> What the exercise asks: Search the entries below for the word "Olías", then copy each line in which it is found.

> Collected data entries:
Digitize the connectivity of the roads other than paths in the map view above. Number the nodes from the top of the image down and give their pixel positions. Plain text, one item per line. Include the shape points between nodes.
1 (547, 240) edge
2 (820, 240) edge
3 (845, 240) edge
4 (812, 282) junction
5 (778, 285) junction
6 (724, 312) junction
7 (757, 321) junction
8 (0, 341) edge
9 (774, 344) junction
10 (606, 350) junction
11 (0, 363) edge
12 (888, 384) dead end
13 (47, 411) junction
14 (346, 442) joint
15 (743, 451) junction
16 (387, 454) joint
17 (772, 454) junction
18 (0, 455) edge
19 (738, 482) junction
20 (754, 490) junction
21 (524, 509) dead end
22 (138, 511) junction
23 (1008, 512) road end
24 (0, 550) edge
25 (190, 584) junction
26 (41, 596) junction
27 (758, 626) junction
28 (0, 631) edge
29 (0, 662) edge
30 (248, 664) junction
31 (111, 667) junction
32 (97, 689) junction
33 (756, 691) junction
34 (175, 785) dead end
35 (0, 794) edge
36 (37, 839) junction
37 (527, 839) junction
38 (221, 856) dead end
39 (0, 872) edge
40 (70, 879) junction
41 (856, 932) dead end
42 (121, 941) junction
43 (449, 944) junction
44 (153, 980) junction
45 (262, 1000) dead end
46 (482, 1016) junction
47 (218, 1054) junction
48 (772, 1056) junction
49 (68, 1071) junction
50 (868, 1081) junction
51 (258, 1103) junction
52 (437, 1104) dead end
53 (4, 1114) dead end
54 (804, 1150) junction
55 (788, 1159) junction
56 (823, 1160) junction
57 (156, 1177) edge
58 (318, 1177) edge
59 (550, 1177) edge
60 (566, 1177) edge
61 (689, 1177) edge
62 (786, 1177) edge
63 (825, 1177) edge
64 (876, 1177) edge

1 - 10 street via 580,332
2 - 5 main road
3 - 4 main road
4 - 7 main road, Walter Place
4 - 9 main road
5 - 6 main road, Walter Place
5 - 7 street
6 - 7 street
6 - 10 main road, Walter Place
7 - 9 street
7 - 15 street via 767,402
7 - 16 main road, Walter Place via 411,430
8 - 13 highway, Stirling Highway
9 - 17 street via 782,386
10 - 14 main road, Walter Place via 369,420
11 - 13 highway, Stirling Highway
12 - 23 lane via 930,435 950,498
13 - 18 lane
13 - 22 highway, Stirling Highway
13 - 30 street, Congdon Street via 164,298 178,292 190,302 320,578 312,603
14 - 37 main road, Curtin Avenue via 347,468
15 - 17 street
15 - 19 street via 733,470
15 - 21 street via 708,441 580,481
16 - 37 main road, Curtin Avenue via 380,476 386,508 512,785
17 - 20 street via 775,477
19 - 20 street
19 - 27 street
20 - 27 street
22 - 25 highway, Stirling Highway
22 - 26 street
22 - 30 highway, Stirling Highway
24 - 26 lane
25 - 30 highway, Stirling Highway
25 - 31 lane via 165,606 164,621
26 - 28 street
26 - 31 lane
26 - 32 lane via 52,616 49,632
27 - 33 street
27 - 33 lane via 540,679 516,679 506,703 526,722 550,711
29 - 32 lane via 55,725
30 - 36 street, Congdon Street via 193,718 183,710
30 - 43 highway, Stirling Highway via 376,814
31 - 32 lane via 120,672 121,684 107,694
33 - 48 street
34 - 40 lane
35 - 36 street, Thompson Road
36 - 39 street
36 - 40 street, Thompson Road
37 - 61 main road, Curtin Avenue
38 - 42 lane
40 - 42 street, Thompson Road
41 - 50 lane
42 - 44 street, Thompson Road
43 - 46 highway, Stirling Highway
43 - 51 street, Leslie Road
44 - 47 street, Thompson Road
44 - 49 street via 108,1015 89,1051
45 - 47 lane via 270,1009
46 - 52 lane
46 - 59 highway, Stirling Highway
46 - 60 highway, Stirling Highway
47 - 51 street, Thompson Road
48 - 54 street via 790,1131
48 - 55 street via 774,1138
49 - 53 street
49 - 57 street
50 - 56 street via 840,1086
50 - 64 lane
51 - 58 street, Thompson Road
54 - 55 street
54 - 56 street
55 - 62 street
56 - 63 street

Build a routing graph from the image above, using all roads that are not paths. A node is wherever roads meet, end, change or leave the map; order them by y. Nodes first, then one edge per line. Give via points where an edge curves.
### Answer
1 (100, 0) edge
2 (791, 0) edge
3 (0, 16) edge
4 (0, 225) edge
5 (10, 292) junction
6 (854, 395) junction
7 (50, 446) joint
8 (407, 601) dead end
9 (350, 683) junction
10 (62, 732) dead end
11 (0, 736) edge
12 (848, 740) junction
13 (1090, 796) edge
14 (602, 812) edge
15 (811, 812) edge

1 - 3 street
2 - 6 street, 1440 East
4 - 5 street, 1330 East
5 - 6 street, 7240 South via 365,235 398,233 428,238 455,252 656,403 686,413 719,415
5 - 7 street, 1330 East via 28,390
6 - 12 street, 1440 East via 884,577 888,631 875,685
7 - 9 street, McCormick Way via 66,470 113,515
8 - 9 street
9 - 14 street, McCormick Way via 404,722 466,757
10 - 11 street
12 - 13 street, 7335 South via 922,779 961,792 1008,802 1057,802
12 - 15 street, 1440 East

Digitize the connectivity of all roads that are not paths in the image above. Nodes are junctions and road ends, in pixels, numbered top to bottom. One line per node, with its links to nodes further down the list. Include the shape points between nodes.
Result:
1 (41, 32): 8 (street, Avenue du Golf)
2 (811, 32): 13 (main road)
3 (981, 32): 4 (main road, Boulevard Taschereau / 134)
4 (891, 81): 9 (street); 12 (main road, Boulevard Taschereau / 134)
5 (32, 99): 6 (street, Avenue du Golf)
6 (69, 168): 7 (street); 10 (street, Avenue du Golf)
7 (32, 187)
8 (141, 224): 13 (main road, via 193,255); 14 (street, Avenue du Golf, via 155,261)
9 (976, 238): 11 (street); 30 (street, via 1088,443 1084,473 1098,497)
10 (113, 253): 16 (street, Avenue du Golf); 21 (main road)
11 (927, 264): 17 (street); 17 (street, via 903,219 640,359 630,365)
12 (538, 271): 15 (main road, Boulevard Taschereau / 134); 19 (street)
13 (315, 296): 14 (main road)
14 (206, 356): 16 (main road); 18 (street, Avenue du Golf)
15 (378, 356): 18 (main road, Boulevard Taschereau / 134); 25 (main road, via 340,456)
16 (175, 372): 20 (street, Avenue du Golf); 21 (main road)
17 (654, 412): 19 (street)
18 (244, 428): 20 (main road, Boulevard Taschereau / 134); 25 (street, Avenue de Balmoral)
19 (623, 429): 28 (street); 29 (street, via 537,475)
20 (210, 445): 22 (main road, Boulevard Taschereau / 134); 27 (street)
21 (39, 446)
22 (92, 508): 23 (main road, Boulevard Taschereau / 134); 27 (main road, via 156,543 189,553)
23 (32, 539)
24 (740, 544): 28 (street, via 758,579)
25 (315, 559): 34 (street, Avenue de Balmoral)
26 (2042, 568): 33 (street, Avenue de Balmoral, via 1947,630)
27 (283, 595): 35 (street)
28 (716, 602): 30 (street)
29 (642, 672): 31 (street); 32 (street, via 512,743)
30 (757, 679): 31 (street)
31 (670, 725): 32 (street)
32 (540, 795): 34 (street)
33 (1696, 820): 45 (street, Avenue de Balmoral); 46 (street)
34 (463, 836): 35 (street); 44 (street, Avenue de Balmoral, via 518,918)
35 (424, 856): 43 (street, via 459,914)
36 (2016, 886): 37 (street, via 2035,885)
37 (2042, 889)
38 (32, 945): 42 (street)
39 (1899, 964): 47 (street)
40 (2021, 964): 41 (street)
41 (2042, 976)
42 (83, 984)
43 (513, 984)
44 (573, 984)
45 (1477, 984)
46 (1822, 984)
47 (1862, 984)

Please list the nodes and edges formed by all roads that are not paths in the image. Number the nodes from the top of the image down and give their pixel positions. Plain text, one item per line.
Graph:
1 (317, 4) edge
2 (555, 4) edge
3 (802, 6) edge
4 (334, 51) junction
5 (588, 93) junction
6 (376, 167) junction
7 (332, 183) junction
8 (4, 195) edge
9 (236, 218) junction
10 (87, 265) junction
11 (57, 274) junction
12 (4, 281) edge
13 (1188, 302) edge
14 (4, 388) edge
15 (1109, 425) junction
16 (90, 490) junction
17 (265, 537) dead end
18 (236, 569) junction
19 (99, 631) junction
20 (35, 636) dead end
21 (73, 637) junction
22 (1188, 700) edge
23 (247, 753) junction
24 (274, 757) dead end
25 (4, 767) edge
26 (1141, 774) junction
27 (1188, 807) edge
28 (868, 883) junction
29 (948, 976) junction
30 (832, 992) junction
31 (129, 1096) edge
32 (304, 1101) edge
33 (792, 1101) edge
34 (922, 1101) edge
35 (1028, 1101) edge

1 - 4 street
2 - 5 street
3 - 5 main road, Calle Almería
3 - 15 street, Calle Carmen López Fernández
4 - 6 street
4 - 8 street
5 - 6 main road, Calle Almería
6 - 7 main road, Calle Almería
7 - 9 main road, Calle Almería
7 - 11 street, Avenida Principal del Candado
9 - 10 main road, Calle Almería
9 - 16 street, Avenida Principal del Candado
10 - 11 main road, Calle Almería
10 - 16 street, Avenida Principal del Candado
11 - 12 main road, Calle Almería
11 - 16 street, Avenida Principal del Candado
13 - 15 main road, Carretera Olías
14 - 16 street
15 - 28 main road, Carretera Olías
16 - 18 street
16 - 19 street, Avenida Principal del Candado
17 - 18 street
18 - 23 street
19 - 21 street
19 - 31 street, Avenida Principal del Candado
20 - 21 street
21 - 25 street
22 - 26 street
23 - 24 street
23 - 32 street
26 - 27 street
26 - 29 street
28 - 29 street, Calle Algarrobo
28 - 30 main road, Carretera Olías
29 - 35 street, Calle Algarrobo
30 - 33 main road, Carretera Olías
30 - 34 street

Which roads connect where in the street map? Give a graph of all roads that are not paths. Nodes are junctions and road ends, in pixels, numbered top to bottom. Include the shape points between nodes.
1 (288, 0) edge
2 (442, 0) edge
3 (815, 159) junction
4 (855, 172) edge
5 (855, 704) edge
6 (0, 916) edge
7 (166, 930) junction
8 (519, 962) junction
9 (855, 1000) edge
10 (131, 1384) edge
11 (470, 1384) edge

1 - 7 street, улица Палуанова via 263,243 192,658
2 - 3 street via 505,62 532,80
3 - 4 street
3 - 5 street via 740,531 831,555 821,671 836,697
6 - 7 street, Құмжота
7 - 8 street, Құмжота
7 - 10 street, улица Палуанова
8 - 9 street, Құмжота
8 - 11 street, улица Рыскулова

> Written answer:
13 - 15 main road, Carretera Olías
15 - 28 main road, Carretera Olías
28 - 30 main road, Carretera Olías
30 - 33 main road, Carretera Olías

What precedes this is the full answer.